We're documenting how Southern California’s deserts have changed over the last century. Decades after zoologist Joseph Grinnell’s expeditions into California’s wild places in the early 1900s, museum staff returned to Grinnell’s study sites. Along with UC Berkeley’s Museum of Vertebrate Zoology, we retraced his team’s footsteps in the Mojave National Preserve, Joshua Tree National Park, and San Jacinto Mountains to reevaluate the flora and fauna. We compared our extensive data with Grinnell’s specimens, photos, and field notes, revealing significant range extensions, steep declines, and surprising stabilities among various species of animals.  

Restoring Sonoran Pronghorn to Southern California

Nat staff are spearheading efforts to reintroduce endangered Sonoran pronghorn to California after they disappeared over 80 years ago.
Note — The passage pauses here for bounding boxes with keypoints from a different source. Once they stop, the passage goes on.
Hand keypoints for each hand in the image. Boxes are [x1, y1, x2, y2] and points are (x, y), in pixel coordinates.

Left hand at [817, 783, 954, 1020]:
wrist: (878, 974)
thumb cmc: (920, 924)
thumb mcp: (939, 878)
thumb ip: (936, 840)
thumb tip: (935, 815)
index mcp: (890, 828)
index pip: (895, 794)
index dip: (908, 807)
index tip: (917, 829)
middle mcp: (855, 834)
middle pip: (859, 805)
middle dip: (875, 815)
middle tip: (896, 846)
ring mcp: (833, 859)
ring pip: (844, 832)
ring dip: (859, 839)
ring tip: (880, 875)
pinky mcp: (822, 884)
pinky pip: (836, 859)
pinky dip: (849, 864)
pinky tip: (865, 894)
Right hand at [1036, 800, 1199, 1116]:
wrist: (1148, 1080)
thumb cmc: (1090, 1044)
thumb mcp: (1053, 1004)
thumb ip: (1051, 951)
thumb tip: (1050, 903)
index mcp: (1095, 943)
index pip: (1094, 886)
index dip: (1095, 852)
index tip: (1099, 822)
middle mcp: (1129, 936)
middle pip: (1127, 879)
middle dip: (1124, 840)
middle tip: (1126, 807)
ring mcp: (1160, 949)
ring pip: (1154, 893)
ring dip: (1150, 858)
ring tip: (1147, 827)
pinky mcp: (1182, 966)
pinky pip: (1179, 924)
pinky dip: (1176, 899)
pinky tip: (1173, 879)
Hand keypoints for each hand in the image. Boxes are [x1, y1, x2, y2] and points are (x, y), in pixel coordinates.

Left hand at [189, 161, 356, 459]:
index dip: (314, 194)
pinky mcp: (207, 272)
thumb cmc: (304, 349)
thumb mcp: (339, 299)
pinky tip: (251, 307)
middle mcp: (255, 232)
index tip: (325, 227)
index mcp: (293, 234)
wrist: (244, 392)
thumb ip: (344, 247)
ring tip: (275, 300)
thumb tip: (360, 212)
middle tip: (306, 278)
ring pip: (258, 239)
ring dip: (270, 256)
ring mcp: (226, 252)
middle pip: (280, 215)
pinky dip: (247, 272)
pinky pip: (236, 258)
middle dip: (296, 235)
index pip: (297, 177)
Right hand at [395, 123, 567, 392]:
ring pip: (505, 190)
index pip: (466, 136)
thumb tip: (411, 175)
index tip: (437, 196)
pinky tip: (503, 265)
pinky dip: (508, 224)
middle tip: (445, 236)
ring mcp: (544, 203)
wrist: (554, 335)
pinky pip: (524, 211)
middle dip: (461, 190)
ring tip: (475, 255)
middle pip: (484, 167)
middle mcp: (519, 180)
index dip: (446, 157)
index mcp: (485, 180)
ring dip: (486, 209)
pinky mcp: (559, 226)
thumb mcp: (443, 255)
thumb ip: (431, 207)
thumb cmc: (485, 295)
Although they’re the fastest land mammals in the Western Hemisphere, pronghorn couldn’t outpace habitat loss and hunting, and disappeared from our region in 1941. Using museum collections, genetics, and captive breeding, our team is collaborating with government agencies, universities, zoos, hunting groups, and conservation organizations in the U.S. and Mexico to bring this endangered subspecies back—and set it up for success in our region. The current candidate for their new home is the last place they were seen: the Chuckwalla Bench northeast of the Salton Sea.